One more Gandhi Jayanti [Birth Anniversary: October 2nd] has gone by and the thought that occurs to me is this:  just how was the life of Gandhi conveyed, in his own lifetime and in the aftermath of his death, to his countrymen and women, across towns and in India’s hundreds of thousands of villages?  What did they, who could not read, know of his life in panchayats and little hamlets?  Did the Patuas or Chitrakars move from village to village and unfold the panels of their scrolls and so make vivid the episodes drawn from Gandhi’s life?  If they did so, the scrolls appear not to have survived.  There is something suggestive, in this regard, about a touching scene in the classic movie, Garam Hawa:  the workers at the shoe factory of Mirza Sahib are gathered around a man who reads from a newspaper an account of Gandhi’s assassination.

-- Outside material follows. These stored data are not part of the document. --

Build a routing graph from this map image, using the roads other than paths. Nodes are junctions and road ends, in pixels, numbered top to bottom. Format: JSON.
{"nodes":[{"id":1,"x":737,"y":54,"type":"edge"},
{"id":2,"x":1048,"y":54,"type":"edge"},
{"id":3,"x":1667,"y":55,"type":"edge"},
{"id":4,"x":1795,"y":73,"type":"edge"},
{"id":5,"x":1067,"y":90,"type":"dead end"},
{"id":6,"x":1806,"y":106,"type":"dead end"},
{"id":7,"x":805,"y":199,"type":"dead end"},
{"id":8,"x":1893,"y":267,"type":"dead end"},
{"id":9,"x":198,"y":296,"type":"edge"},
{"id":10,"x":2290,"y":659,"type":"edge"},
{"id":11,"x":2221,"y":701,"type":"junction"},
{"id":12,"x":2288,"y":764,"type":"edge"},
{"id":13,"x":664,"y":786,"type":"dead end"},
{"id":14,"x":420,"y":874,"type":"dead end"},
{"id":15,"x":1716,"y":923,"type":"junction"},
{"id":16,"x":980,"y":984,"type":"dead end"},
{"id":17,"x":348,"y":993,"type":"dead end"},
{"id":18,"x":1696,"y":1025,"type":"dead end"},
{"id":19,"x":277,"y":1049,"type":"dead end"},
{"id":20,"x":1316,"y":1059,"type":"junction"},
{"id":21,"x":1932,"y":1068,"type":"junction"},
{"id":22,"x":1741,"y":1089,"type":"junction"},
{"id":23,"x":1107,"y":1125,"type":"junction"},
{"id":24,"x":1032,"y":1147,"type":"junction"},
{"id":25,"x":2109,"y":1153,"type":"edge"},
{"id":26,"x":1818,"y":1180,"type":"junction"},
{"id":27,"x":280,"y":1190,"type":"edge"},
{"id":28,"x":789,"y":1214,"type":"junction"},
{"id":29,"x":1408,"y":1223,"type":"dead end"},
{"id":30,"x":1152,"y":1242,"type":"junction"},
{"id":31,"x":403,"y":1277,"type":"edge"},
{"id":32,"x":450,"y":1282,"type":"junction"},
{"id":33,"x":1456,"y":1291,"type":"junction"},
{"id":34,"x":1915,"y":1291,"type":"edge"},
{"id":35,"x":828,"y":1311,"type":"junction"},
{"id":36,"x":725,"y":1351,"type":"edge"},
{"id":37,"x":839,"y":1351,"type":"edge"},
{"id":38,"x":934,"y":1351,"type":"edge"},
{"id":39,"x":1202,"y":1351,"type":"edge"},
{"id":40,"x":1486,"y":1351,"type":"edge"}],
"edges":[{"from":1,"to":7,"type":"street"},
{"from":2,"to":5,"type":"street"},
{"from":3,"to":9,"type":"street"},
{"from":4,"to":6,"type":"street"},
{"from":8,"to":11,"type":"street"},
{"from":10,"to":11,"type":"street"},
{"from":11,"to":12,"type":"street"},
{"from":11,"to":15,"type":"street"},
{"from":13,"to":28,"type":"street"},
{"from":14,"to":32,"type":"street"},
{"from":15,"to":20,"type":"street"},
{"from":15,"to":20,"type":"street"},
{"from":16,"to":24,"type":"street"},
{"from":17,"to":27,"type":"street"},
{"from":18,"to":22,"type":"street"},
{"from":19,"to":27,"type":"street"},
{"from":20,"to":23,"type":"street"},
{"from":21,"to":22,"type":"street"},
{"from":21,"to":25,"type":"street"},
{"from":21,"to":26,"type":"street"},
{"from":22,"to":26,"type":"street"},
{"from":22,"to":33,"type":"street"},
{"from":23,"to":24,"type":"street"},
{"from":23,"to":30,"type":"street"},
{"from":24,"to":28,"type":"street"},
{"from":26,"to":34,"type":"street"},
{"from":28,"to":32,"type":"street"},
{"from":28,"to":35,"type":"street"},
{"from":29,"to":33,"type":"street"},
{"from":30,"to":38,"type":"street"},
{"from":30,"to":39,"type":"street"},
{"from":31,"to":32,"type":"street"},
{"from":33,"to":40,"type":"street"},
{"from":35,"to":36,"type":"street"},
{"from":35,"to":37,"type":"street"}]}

There may thus have been many modes by which the life of Gandhi was put into circulation and the mind instinctively turns to biographies.  Of biographies of Gandhi there is now no end, and each generation, so says Ramachandra Guha in justification of yet another life of Mohandas, needs its own Gandhi.  India sent us Mohandas, Mandela is reported to have said, and we sent back a Mahatma, and it is in South Africa that the first slim biography of Gandhi was penned.  Many of the biographies that followed are, as befits an epic life, gargantuan in scope.  There was, at first, D. G. Tendulkar’s Mahatma in 8 volumes; various volumes by Pyarelal appeared at a leisurely pace over the course of a few decades. But these works were published many years after independence, as is true of something like 700-800 biographies of Gandhi in English alone.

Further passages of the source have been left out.